> **WHAT THE TASK ASKS**:
Go through the entries below and return every line that contains "road".

** SUPPLIED RECORDS follows **

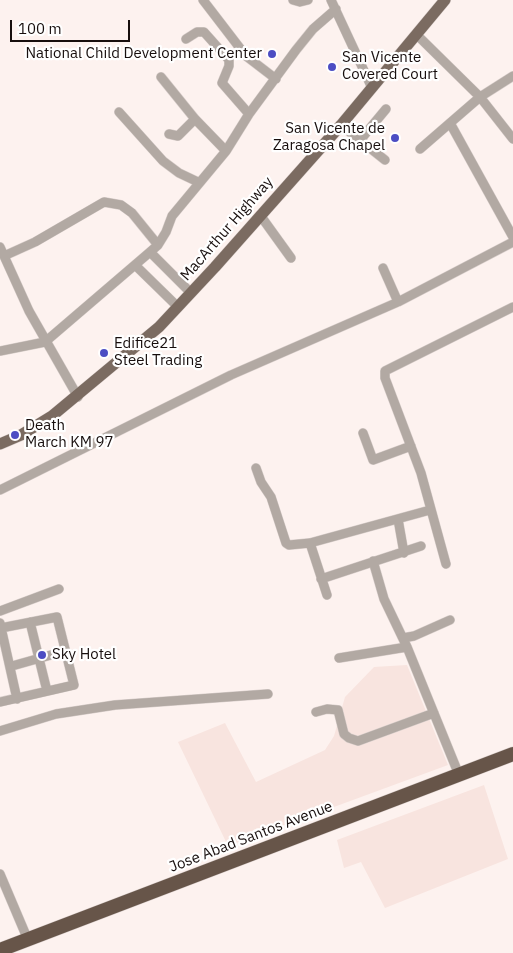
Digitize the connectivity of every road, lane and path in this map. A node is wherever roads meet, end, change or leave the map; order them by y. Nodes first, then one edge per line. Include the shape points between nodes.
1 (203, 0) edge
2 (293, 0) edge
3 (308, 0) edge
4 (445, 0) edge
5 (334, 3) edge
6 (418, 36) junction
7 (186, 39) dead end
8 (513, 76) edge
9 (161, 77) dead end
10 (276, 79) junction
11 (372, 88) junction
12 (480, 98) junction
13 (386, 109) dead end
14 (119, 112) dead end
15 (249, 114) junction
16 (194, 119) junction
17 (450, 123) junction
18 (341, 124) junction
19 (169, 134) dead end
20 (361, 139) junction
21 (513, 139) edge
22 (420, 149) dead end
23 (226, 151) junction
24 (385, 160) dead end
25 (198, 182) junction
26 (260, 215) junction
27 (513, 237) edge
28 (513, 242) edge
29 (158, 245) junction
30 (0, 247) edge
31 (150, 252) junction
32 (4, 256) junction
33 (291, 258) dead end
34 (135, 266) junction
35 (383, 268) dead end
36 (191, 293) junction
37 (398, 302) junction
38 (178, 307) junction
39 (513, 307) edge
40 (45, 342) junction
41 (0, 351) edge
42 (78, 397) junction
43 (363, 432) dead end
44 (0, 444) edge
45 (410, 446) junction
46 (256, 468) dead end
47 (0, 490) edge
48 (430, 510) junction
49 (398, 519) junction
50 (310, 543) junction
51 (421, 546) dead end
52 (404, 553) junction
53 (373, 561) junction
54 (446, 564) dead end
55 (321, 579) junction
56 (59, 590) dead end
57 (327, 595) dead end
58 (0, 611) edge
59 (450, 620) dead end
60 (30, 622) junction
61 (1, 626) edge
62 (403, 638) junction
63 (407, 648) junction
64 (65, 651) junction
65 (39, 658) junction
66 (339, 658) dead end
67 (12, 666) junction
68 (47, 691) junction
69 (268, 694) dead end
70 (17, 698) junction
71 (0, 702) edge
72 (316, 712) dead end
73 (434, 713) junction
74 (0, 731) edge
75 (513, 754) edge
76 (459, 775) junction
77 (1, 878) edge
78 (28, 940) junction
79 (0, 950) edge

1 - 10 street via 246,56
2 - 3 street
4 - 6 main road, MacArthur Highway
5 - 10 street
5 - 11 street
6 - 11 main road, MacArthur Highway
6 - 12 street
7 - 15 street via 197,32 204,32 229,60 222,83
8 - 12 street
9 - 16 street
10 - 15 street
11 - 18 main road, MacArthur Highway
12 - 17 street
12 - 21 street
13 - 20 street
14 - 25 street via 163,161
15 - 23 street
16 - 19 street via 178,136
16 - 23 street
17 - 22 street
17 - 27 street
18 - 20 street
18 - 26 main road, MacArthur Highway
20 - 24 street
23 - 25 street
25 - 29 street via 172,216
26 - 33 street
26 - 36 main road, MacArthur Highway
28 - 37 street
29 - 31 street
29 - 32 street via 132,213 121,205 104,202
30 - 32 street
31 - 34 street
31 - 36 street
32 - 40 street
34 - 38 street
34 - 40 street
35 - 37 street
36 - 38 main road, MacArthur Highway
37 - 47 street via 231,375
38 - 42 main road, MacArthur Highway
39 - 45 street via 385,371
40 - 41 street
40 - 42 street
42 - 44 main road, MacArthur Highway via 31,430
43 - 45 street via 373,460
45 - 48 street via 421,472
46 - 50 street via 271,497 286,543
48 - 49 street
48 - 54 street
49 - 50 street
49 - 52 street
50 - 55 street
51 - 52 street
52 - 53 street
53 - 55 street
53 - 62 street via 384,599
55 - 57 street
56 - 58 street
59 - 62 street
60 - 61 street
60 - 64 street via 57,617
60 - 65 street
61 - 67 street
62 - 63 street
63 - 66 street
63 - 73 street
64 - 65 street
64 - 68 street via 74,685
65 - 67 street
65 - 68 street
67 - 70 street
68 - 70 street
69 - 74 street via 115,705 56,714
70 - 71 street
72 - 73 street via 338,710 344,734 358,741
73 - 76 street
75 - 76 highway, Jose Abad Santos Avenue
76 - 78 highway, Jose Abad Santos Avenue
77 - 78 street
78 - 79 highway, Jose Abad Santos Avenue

** End of SUPPLIED RECORDS **

> **OUTPUT FOR THIS TASK**:
Digitize the connectivity of every road, lane and path in this map. A node is wherever roads meet, end, change or leave the map; order them by y. Nodes first, then one edge per line. Include the shape points between nodes.
4 - 6 main road, MacArthur Highway
6 - 11 main road, MacArthur Highway
11 - 18 main road, MacArthur Highway
18 - 26 main road, MacArthur Highway
26 - 36 main road, MacArthur Highway
36 - 38 main road, MacArthur Highway
38 - 42 main road, MacArthur Highway
42 - 44 main road, MacArthur Highway via 31,430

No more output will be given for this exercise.